(Stored data entries)
□ □ □ □ □ □ □

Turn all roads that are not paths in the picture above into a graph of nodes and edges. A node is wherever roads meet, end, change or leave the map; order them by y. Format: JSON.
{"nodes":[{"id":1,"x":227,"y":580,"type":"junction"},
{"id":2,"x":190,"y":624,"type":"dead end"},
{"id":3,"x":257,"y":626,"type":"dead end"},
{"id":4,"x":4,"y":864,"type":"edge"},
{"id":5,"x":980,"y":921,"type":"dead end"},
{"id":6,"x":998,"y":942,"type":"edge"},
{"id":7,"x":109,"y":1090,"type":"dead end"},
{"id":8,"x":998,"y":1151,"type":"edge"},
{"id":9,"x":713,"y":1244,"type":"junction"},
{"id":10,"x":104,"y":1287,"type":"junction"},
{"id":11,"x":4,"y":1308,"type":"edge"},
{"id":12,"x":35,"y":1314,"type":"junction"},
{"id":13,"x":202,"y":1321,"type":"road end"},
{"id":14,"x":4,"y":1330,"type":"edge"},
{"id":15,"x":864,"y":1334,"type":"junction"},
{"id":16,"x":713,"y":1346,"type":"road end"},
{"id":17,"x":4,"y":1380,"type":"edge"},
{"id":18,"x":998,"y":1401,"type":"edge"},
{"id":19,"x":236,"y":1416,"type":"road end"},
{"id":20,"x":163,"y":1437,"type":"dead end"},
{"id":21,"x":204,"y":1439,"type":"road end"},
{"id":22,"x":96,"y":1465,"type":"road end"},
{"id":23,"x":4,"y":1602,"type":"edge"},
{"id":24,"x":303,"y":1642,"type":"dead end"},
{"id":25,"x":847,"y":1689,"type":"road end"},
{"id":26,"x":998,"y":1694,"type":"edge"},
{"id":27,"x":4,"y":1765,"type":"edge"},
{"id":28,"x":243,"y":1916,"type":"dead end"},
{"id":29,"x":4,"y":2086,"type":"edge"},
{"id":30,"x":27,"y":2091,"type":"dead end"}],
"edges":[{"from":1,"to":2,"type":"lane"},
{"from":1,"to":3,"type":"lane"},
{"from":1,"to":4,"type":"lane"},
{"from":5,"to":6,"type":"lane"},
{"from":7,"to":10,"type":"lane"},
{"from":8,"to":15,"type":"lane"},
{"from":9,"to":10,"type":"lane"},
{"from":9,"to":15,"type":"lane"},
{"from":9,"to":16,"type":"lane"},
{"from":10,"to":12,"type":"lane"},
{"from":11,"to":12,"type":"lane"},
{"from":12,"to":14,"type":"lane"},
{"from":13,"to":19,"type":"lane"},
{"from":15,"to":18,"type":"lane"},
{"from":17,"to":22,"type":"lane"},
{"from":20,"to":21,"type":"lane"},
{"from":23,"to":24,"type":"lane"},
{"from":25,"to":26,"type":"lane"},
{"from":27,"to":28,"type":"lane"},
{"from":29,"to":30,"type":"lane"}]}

□ □ □ □ □ □ □

WORK REQUIRED >> Look through the data and gather every line with the string "nodes" in it.

WRITTEN RESPONSE >>
Turn all roads that are not paths in the picture above into a graph of nodes and edges. A node is wherever roads meet, end, change or leave the map; order them by y. Format: JSON.
{"nodes":[{"id":1,"x":227,"y":580,"type":"junction"},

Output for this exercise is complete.